Anaal Nathrakh: « Endarkenment »

Avec une signature sonore hybride qui mélange un large éventail de styles, Anaal Nathrakh est sans doute l’un des projets de métal extrême les plus distinctifs du nouveau millénaire. Son ADN complexe, composé de plusieurs couches allant du grind au black metal, est devenu l’une des marques les plus reconnues dans le domaine du métal au cours des deux dernières décennies. La palette corrosive proposée par Mick Kenney (alias Irrumator) et le chanteur Dave Hunt (alias V.I.T.R.I.O.L) est une approche interdisciplinaire du chaos. Un mur sonore caustique qui se déplace à travers des dimensions stylistiques parallèles dans le seul but de frapper l’auditeur avec une intensité massive. Néanmoins, malgré son noyau extrême, la personnalité du groupe est à la fois radicale et éclectique, ce qui profite non seulement à l’écriture des chansons mais aussi à l’attente entourant chaque sortie. Avec dix albums à son actif, Anaal Nathrakh s’est construit une solide carrière au cours des deux dernières décennies, remplie de moments forts comme le premier album The Codex Necro, Hell Is Empty et All the Devils Are Here, ou encore Vanitas, qui est sans doute l’une des meilleures sorties de 2012. Bien que le duo ait toujours exprimé un goût pour la mélodie et les accroches accrocheuses, c’est à partir de Vanitas que le groupe a progressivement fait évoluer son son vers une signature plus complète.En 2018 A New Kind of Horror est le point culminant de cette approche plus accessible, qui se traduit par des chansons comme « Forward ! » » dont le langage est plus simple et plus courant. Bien que tous les fans d’Anaal Nathrakh ne se soient pas lancés dans cette aventure plus large, on peut apprécier les derniers efforts du groupe tout comme admirer les groupes qui ouvrent progressivement leurs horizons sans perdre le lien avec leur passé. Le duo n’ait jamais rien livré de radicalement différent, il est notoire qu’Anaal Nathrakh a toujours essayé d’introduire de nouvelles tonalités dans leur palette chromatique.On se doit de respecter cette agitation créative, c’est ce qui fait tourner le monde.

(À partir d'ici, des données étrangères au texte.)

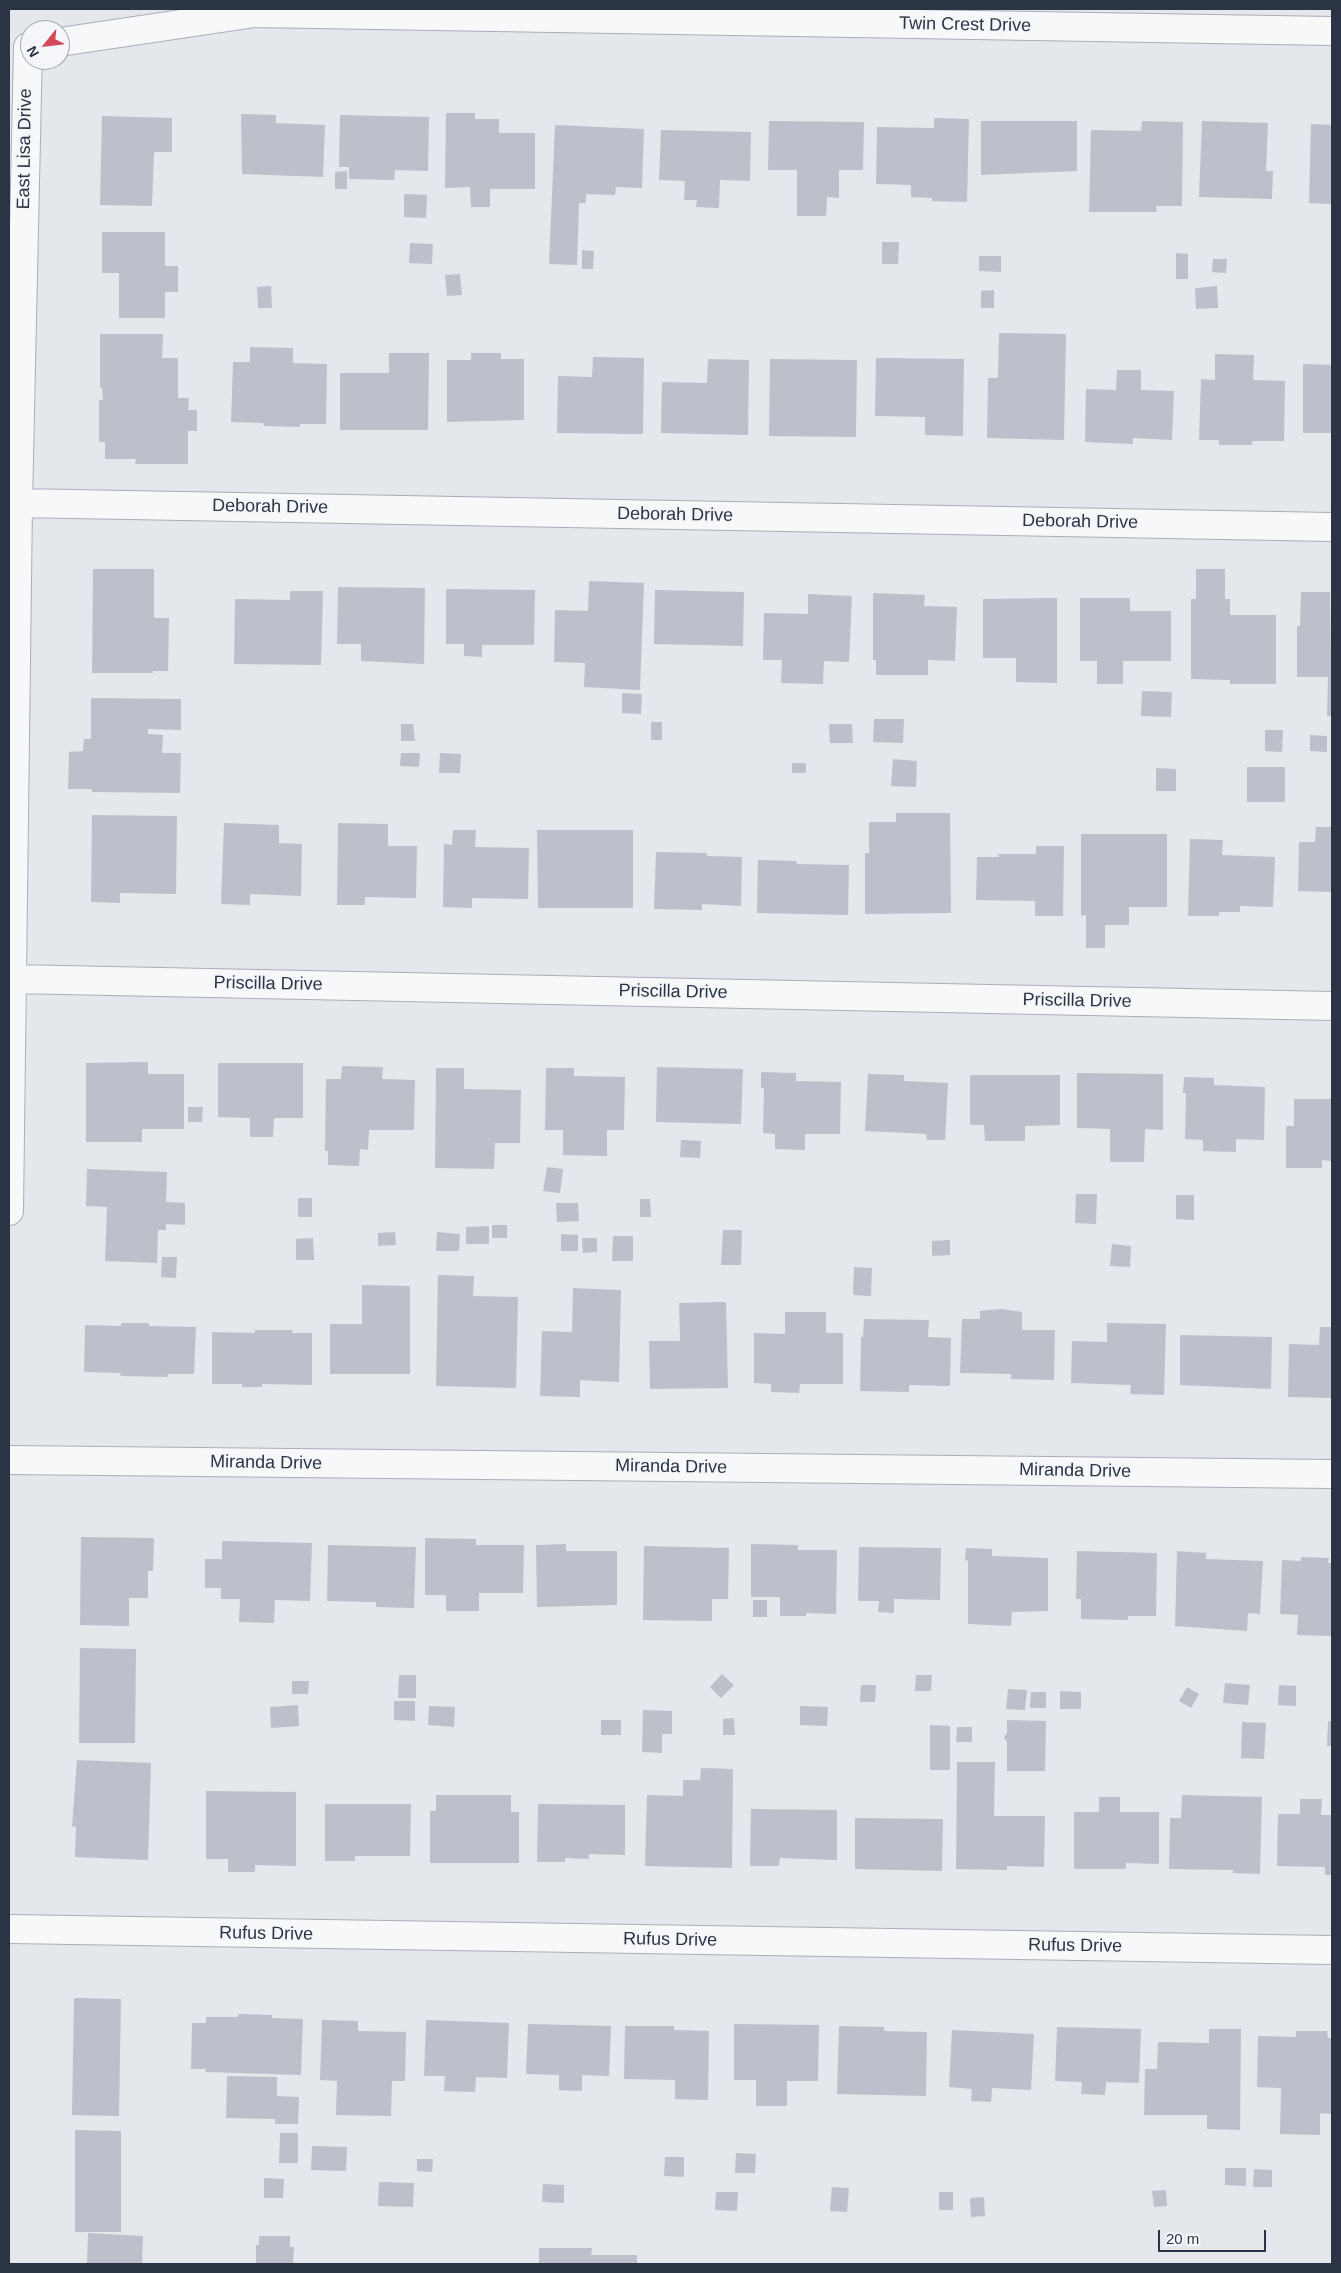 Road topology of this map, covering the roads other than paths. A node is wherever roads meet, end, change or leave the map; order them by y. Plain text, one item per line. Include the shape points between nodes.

Comme on s‘y attendait, la sortie d’Anaal Nathrakh en 2020 s’est avérée être la suite logique du chemin tracé au cours de la dernière décennie. Rempli de riffs accrocheurs et engageants, Endarkenment est une nouvelle étape vers une signature de plus en plus complète. Le refrain semi-opératique du morceau-titre, qui se balance sur une base power metal ou le solo de guitare à la Helloween dans « The Age of Starlight End » », sont tous deux des exemples remarquables de cette posture esthétique. Ces couches mélodiques sont une constante tout au long de l’album, lui conférant une attractivité qui contraste avec les bases plus chaotiques et corrosives de l’écriture des chansons. Le trémolo mélodieux de « Feeding the Death Machine » ou la fin épique de « Requiem » sont d’autres exemples de cette signature plus mélodique. Mais ne vous y trompez pas, l’ADN le plus agressif et chaotique du groupe, bien que plus mature, est toujours bien vivant. C’est l’équilibre entre cette personnalité irrévérencieuse et les nuances les plus mélodiques qui façonne Endarkenment et le fait swinguer pendant quarante minutes.

Malgré la qualité générale de l’album, on ne peut s’empêcher de souligner « Libidinous (A Pig with Cocks in Its Eyes) », qui est l’un des meilleurs morceaux que le groupe ait jamais enregistré. Son pont façon King Diamond qui se transforme en un refrain on ne peut plus accrocheur est certainement l’un des plus grands moments de l’album. « The Age of Starlight Ends », avec son refrain provocateur, presque naïf, doit également être mentionné car c’est l’une de ces chansons emblématiques qui se démarque du lot. D’ailleurs, il n’y a ni remplisseur ni point de stagnation, Endarkenment fonctionne comme un tout, chaque chanson faisant partie d’un tableau plus vaste peint par deux individus qui se connaissent intimement depuis plus de vingt ans. Le riff principal de « Singularity » ou la voix dynamique de Mortuus dans « Create Art, Though the World May Perish » sont également parmi les moments les plus intéressants de l’album.

Endarkenment est l’étape la plus logique vers une plus grande portée. Il s’agit d’une déclaration sans crainte de prendre des risques ou d’explorer de nouveaux terrains. Car en fin de compte, c’est cette agitation qui ouvre de nouveaux horizons tout au long de notre parcours, en tant qu’hommes et en tant que créatifs.